The angle of elevation of a cloud from a point 30m above a lake is 30° and the angle of depression of the reflection of cloud in the lake is 60° , find the height of cloud
and also find the distance of cloud from the point.​

Answer 1

Let AO=H

CD=OB=60m

A'B=AB=(60+H)m

In triangke AOD,

tan30'=AO/OD=H/OD

H=OD/√3

OD=√3 H

Now, in triangle A'OD,

tan60'=OA'/OD=(OB+BA')/OD

√3=(60+60+H)/√3 H

   =(120+H)/√3 H

 =>120+H=3H

     2H=120

      H=60m

Thus, height of the cloud above the lake = AB+A'B

                                                                =(60+60)
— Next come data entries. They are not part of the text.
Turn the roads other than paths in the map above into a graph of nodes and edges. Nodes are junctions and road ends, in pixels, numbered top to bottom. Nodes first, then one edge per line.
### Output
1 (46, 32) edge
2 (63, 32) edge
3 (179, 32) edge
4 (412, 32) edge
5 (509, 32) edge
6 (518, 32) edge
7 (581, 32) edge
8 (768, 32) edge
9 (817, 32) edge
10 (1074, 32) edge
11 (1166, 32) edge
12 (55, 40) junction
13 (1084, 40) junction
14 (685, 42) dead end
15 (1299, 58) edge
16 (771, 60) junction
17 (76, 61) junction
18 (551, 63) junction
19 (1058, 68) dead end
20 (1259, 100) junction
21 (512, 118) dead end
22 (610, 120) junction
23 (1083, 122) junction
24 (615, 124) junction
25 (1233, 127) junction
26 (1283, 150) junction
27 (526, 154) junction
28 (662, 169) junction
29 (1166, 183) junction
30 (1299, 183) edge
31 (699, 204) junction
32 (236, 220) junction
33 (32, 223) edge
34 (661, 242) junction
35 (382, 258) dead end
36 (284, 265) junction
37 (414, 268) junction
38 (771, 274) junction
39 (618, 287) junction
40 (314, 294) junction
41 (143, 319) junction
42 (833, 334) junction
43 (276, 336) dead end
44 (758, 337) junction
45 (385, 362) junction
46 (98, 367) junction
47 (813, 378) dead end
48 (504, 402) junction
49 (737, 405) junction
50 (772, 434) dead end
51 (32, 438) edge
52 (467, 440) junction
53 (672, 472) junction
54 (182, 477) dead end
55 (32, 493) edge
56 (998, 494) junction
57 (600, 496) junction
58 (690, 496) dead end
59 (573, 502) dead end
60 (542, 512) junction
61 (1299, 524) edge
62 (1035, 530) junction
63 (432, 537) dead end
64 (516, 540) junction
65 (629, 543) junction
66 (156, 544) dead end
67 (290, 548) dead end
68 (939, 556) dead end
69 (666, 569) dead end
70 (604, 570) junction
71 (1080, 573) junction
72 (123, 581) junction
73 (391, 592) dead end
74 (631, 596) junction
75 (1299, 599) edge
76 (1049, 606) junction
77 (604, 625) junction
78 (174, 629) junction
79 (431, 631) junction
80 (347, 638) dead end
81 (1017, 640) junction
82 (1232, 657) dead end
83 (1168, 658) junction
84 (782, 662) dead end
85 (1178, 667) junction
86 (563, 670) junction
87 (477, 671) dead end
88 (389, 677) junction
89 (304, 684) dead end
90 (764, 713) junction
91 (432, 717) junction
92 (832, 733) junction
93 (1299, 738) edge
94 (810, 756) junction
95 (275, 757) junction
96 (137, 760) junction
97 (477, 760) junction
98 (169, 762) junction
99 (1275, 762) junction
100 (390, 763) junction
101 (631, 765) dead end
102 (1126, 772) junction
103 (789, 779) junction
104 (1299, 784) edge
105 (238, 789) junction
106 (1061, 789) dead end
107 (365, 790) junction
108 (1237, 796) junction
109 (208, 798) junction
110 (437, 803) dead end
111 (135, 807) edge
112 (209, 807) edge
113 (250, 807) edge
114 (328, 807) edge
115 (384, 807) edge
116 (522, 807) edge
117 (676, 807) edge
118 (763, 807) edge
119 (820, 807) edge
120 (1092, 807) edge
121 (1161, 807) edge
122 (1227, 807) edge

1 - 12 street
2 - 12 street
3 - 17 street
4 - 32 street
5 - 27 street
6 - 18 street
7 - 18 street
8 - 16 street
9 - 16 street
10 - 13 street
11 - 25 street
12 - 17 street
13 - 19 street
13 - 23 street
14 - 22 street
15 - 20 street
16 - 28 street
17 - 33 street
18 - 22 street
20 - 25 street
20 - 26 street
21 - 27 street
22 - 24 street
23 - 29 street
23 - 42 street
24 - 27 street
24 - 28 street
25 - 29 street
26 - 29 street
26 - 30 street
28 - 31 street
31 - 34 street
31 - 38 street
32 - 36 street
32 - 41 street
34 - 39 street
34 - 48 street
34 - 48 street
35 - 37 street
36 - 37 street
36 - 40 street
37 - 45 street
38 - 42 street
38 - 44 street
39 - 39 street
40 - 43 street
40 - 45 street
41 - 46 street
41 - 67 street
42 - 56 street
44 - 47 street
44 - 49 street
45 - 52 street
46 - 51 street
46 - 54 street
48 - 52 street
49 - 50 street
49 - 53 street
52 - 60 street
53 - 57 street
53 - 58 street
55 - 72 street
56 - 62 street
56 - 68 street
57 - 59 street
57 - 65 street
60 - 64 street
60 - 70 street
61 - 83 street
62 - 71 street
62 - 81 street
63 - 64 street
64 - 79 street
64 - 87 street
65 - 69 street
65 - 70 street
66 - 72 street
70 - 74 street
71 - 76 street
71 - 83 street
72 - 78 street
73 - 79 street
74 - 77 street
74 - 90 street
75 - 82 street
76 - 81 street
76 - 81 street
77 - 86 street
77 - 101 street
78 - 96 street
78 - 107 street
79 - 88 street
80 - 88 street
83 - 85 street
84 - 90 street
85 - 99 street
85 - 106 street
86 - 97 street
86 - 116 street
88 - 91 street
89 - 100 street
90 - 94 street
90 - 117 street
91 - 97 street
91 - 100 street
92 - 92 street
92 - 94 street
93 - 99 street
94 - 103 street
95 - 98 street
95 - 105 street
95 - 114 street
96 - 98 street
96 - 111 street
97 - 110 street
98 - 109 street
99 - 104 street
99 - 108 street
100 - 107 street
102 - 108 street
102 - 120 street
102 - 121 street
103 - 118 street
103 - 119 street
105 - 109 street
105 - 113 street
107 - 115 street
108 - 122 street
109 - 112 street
                                                                = 120m

Answer 2

Let DE be the level of the lake and A be the point 30m above D (point of the lake)

Let C be the position of the cloud, and F in the reflection of C on water.

Clearly, CE = EF

Using figure, in ∆ABC

tan 30° = $\frac{BC}{AB}$

=> $\frac{1}{\sqrt{3}}$ = $\frac{BC}{AB}$

=> AB = $\sqrt{3}BC$ ----> (1)

Also in ∆ABF

tan 60° = $\frac{BF}{AB}$

=> $\sqrt{3}$ = $\frac{BE + EF}{AB}$

=> $\sqrt{3}$ = $\frac{30 + EF }{AB}$

=> $\sqrt{3}AB$ = 30 + CE {since, CE = EF}

=> $\sqrt{3}AB$ = 30 + BE + BC

=> $\sqrt{3}AB$ = 30 + 30 + BC

=> $\sqrt{3}AB$ = 60 + BC

=> $\sqrt{3} × \sqrt{3}BC$ = 60 + BC {using (1) }

=> 3BC = 60 + BC

=> 2BC = 60

=> BC = 30m

Therefore, CE = BC + BE

=> CE = 30m + 30m = 60m

Hence height of the cloud above the lake is 60m